::: DATA EXTRACTS
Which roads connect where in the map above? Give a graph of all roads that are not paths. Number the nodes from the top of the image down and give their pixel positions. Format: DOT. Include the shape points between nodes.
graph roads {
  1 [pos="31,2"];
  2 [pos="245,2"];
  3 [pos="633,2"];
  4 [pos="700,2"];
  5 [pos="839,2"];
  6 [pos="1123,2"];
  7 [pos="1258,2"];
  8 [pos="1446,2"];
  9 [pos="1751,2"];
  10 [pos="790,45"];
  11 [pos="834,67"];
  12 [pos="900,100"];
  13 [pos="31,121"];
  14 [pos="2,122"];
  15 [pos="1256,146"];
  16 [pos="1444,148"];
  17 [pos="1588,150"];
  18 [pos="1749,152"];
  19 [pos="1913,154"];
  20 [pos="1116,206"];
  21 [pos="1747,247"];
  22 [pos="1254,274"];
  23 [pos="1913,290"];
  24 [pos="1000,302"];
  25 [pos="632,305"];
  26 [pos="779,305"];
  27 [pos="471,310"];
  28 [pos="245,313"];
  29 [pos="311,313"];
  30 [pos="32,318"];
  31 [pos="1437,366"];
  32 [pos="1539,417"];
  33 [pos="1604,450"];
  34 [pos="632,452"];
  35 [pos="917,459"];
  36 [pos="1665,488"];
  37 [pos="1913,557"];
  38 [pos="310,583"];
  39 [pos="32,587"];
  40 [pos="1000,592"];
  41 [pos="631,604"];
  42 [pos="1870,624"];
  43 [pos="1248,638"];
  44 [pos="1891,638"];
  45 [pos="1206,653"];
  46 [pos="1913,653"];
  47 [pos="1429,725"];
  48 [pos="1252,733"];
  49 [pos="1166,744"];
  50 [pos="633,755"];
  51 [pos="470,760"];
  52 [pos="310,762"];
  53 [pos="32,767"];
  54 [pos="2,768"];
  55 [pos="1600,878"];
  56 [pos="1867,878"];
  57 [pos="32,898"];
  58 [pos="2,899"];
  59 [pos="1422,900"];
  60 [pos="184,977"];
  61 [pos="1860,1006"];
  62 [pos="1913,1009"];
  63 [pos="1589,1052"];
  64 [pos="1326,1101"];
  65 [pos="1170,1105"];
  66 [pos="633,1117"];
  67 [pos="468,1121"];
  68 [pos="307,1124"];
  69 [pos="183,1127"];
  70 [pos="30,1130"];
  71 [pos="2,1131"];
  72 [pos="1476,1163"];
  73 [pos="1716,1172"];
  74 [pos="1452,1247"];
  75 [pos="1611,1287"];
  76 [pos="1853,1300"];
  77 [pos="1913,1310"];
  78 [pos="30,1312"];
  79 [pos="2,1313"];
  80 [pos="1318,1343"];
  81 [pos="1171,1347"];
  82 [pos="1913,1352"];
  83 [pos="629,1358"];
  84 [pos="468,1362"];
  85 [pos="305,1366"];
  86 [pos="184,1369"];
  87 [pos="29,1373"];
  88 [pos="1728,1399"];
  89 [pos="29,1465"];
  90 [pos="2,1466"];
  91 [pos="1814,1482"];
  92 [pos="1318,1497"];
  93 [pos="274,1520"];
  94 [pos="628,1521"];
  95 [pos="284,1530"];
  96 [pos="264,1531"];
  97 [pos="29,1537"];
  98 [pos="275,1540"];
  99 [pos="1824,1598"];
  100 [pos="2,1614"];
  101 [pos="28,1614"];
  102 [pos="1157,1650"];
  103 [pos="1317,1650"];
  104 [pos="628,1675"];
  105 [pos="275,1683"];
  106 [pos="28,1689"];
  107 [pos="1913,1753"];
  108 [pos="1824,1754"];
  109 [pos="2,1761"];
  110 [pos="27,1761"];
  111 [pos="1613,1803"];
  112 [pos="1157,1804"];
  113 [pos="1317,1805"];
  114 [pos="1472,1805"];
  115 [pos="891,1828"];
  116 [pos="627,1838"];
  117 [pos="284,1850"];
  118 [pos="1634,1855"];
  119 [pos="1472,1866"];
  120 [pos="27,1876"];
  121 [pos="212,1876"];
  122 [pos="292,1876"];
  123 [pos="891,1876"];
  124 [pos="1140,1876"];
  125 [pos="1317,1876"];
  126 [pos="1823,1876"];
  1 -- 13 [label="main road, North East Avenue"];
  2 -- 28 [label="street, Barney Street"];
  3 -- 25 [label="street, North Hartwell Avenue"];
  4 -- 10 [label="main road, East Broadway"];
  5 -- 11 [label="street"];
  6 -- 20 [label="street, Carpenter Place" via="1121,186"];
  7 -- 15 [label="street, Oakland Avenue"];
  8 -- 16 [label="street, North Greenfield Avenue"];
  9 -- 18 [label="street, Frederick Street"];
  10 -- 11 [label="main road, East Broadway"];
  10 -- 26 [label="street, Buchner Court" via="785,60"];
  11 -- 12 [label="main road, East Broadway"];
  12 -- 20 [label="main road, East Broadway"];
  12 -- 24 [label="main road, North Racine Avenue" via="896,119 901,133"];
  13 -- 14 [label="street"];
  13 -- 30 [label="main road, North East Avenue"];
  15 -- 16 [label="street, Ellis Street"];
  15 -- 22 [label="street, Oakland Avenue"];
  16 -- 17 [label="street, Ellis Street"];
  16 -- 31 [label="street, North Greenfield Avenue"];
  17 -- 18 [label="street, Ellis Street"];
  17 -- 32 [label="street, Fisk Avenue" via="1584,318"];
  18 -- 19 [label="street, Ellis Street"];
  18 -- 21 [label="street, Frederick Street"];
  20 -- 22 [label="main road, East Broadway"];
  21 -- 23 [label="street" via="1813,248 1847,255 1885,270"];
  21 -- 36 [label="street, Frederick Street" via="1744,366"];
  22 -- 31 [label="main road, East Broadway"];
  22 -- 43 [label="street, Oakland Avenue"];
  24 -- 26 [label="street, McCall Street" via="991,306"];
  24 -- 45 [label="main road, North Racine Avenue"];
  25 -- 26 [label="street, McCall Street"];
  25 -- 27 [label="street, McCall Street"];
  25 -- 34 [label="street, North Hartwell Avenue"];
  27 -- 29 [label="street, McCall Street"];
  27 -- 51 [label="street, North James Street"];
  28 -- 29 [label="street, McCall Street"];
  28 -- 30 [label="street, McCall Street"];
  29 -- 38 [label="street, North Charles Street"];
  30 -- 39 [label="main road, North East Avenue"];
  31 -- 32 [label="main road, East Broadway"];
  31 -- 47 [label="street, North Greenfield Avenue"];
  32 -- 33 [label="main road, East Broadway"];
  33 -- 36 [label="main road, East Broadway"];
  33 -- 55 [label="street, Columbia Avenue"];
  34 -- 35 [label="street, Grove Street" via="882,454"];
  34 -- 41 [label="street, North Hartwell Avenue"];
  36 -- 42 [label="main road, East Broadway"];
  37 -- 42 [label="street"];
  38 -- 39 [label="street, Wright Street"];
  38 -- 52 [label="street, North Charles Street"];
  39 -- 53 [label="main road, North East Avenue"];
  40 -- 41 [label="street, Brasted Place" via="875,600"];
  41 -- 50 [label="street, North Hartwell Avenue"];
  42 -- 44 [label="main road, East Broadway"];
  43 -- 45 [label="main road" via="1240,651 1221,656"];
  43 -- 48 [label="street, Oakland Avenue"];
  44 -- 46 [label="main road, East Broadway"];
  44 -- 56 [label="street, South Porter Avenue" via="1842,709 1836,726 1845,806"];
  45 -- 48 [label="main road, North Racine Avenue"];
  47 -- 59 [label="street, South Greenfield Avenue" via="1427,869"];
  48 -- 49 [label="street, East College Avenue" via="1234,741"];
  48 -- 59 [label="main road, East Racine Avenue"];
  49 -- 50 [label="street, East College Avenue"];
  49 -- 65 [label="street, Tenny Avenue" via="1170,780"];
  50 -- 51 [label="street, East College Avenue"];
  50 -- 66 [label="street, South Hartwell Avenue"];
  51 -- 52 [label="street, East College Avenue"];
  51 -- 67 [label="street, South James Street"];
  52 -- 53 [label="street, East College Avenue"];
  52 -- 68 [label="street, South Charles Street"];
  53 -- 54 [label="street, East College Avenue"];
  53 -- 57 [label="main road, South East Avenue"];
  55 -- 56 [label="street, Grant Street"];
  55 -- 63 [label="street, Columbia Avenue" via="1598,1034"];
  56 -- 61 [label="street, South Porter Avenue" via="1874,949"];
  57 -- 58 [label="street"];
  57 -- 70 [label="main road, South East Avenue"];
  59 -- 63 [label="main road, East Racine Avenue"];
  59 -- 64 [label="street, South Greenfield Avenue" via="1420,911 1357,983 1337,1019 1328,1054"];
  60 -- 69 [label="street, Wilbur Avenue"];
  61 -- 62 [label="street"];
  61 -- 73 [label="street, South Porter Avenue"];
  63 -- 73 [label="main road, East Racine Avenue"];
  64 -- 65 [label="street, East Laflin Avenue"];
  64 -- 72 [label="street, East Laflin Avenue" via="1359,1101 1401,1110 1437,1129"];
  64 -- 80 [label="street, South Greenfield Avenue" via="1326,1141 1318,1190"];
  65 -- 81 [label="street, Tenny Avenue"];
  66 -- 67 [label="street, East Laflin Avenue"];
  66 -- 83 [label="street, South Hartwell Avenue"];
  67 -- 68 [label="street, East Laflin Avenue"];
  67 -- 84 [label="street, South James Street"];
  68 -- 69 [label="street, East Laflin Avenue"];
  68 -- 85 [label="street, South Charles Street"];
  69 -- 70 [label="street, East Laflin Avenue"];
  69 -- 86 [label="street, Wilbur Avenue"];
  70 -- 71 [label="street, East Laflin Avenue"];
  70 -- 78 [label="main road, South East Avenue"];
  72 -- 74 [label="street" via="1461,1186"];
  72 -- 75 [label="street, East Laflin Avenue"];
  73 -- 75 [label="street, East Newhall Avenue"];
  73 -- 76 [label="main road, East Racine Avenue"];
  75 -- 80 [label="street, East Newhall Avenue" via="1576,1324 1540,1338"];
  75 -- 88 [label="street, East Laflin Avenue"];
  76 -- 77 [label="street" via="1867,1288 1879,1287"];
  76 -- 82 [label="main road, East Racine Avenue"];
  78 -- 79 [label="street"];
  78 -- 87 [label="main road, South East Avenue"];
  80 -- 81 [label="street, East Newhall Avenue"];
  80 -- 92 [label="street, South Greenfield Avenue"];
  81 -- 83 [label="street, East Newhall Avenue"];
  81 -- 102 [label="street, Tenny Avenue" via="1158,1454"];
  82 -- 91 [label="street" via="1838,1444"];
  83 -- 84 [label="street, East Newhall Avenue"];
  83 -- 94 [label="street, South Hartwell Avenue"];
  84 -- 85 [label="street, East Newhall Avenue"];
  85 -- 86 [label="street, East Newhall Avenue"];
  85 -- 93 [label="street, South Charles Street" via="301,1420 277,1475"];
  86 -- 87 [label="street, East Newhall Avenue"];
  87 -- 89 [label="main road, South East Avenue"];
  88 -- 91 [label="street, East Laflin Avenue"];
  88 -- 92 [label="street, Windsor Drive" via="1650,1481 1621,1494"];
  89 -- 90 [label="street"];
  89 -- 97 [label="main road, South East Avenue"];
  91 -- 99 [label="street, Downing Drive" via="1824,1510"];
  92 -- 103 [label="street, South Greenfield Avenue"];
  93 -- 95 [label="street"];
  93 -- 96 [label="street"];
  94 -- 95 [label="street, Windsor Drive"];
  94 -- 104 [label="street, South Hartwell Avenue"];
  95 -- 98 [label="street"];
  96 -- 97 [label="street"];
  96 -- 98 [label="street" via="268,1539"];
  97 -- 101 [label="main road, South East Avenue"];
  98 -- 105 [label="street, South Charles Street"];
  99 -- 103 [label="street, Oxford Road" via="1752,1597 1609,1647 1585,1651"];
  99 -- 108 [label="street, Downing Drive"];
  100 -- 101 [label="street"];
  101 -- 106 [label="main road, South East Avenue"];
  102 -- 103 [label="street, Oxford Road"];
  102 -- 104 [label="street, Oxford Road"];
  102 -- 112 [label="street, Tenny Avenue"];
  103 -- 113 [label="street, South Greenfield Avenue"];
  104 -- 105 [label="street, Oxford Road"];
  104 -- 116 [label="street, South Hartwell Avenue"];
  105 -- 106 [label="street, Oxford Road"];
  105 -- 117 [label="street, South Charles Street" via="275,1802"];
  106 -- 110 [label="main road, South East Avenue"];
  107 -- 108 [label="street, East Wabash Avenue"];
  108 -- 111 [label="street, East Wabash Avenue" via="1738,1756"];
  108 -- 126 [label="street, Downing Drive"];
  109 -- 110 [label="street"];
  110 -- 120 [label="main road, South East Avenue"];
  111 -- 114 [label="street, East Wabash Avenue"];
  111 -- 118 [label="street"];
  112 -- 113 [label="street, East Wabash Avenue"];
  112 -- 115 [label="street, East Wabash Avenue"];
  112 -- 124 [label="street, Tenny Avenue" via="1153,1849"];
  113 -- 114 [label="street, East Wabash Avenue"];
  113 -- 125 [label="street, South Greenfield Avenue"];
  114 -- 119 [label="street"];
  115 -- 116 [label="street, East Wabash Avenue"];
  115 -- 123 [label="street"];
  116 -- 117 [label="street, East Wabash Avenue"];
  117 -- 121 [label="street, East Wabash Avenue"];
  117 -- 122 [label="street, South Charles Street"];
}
::::::
# [EXERCISE INSTRUCTIONS]
Within the data, how many lines hold the word "Oxford"? State the number alone.

# [EXERCISE RESPONSE]
5